L'ambizione voleva fossero i fatti a risolvere le problematiche che semplicemente si sollevavano. Nella ricerca del senso della misura e della proporzionalità, mentre si prendeva atto del risultato e del significato addotto come argomento per far presa sul pubblico, si faceva proposta affinché l’intrapresa orientata alla cultura potesse essere l’economia del futuro basata su un sistema produttivo e competitivo derivato da un sapiente investimento nei propri cittadini. Il sistema voleva essere un punto di riferimento per esplorare e cogliere le potenzialità dell’investimento in cultura, una risorsa per attivare e mantenere il dialogo con la comunità; uno stimolo per le amministrazioni pubbliche ad interpretare al meglio il loro ruolo di «regia», indispensabile per creare un circolo virtuoso in grado di produrre benefici per il territorio e la collettività. Su questi principi si basa e s’incardina l’economia dell’immateriale, che non scalza quella «tradizionale», ma ne rinverdisce i meccanismi del valore economico, potenziando la portata competitiva.
Iperbole o misura? Esuberanza o proporzionalità? Gli Impressionisti salutano Como con un nuovo record d’ingressi. Il finale, come sempre, è stato vissuto tra musica, fuochi d'artificio e spettacoli teatrali. Villa Olmo, chiusa la mostra, la festa di colori accende la notte. Una grande mostra e un finale «ottocentesco» alla sua altezza. Che notte la notte di Villa Olmo con la festa di chiusura della rassegna: danze, musiche, scene teatrali, fiaccole e fuochi d'artificio. Como saluta con la leggerezza delle ballerine che danzavano nella fontana di Villa Olmo, con la dolcezza della musica di un pianoforte a coda, con la drammaticità del teatro e con la maestosità dei fuochi artificiali. E così ogni anno per tutti gli anni: quest’anno no! Non se la preda Dott. Gaddi, accetti il nostro augurio ed un grazie infinito. A noi ci sono bastate le «conoscenze generiche». Per Ella è alle viste un futuro radioso!

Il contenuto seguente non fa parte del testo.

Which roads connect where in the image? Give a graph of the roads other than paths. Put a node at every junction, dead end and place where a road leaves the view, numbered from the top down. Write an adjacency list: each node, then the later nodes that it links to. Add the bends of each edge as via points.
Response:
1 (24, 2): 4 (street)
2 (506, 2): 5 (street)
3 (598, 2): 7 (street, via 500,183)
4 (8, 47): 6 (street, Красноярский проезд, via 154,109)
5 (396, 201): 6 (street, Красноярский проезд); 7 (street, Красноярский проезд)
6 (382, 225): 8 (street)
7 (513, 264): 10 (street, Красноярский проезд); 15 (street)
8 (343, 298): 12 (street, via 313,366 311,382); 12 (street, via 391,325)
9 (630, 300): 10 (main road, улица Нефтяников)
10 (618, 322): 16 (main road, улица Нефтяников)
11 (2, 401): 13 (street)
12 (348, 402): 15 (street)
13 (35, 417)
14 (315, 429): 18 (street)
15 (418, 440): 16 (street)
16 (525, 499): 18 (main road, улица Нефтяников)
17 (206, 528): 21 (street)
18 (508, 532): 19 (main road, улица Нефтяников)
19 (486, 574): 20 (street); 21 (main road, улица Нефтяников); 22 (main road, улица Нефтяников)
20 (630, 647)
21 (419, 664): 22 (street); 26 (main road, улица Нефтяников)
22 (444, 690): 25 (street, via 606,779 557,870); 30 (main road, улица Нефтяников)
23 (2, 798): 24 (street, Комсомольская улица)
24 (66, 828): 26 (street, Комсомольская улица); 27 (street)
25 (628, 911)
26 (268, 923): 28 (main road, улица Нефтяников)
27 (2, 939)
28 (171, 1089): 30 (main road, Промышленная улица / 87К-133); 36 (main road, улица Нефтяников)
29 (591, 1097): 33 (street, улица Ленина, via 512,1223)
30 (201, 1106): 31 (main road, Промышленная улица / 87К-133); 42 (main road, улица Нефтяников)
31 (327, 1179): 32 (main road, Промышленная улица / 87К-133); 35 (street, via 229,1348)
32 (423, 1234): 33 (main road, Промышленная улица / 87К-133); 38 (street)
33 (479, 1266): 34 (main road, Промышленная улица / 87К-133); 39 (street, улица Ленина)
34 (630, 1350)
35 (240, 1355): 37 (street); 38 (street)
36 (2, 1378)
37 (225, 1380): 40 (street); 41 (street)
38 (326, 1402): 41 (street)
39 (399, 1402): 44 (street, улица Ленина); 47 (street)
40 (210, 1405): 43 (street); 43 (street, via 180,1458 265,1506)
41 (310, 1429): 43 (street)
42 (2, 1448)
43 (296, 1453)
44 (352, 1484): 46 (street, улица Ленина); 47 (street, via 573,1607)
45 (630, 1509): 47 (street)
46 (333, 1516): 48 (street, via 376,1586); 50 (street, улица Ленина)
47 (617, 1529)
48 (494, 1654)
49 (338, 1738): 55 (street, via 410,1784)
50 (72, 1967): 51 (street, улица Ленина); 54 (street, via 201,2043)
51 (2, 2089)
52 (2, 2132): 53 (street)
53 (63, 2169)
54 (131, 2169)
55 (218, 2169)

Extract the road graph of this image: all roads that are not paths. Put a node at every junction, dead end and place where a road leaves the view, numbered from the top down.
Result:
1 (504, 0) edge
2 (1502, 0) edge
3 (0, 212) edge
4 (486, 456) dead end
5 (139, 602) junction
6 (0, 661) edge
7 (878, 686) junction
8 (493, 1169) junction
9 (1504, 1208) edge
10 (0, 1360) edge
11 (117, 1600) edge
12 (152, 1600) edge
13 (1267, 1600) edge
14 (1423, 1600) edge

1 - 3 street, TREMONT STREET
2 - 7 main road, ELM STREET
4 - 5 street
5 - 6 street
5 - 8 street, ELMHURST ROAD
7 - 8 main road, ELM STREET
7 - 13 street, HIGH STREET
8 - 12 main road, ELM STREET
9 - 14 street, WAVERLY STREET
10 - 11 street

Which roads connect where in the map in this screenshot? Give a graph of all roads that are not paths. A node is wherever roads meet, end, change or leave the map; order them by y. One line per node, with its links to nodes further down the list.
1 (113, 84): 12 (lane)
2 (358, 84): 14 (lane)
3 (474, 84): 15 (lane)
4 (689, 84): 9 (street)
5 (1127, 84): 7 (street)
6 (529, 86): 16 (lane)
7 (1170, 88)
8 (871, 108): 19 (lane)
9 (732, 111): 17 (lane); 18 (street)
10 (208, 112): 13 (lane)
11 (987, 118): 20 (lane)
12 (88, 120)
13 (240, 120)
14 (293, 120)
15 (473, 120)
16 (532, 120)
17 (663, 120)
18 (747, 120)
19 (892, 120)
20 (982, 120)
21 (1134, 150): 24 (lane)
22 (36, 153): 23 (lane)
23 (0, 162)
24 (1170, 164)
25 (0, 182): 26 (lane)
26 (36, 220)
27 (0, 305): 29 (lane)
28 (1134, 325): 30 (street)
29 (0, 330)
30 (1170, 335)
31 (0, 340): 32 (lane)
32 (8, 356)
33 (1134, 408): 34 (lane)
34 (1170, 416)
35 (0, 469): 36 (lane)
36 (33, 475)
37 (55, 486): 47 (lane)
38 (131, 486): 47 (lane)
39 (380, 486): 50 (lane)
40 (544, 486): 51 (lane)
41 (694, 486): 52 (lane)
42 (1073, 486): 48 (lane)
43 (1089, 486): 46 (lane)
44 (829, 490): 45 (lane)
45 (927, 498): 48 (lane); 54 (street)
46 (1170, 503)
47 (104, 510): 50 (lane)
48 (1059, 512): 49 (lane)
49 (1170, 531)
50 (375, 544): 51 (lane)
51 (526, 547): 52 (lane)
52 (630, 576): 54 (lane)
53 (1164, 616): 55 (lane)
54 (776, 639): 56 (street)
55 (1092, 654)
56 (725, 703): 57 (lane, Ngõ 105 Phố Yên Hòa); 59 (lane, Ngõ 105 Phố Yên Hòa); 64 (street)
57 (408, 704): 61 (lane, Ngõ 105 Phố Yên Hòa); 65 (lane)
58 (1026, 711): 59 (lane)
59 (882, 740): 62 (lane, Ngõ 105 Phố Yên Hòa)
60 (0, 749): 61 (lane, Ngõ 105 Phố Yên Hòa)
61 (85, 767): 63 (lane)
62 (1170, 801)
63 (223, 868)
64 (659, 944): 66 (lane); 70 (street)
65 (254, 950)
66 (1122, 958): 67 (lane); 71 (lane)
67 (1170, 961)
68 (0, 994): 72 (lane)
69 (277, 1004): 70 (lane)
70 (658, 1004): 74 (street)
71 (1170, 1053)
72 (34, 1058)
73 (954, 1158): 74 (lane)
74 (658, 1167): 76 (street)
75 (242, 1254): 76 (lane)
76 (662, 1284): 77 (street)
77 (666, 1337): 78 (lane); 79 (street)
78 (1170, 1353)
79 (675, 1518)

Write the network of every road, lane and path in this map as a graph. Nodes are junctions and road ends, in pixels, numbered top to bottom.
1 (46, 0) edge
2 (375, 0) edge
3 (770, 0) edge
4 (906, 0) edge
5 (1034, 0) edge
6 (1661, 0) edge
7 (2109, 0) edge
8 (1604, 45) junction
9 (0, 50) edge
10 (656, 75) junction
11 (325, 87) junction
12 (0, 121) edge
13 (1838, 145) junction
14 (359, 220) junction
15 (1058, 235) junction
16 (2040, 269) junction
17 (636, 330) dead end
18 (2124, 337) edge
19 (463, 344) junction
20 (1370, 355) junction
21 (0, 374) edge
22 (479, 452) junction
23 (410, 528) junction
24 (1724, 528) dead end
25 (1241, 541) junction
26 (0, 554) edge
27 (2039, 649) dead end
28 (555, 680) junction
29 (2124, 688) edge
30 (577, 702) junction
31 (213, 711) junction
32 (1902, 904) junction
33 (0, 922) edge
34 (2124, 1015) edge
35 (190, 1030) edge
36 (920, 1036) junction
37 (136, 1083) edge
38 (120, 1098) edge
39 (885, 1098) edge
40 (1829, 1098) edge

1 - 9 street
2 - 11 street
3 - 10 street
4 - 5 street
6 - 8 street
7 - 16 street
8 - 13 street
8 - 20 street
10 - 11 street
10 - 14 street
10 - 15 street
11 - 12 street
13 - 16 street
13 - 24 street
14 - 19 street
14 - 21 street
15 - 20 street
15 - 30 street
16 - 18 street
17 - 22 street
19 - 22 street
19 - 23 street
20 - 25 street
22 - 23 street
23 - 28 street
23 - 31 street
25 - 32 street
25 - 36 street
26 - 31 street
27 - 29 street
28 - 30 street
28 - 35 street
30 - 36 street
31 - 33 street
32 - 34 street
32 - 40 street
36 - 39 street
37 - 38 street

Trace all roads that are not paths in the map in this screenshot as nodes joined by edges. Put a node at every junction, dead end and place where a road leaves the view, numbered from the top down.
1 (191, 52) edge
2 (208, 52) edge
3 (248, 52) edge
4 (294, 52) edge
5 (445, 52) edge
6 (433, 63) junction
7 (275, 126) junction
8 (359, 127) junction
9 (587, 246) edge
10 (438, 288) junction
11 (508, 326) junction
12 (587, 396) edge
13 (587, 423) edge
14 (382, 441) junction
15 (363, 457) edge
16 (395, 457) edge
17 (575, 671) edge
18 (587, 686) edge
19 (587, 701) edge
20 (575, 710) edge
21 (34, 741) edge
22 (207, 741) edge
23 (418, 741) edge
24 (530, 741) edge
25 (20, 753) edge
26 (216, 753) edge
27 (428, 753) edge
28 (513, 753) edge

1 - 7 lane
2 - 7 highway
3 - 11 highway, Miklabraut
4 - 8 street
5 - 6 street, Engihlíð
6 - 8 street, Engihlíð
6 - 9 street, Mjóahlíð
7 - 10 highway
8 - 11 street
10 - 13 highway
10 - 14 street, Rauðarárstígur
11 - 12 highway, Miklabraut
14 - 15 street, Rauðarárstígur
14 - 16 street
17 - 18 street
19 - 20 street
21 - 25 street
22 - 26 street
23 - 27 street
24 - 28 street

«L’artista italiano del rinascimento era assetato d’idealità e di perfezione (…) La realtà terrena era sì per lui, come per Anteo[2], necessaria per riprendere vita e vigore: ma il suo vero mondo era quello dei miti e delle figure eroiche, dei semidei e delle donne divine, chiamate con nomi cristiani, ma in realtà abitatrici di una terra innocente ignara di colpe originali e di ansie di redenzione. Il ritorno alla terra e alla realtà visibile era il ritorno di un’umanità già vissuta nel paradiso terreste dell’esperienza precristiana. Con Bruegel la rinascita fiamminga vuole essere davvero, pur senza declamazioni programmatiche e rivoluzionarie, un ritorno alla terra, alla vita, alla rude avventura terrena».
[2]Anteo era re di Libia, figlio di Poseidone e di Gea. Egli era praticamente invincibile finché rimaneva a contatto con sua madre (la Terra), che gli restituiva le forze ogni volta che la toccava.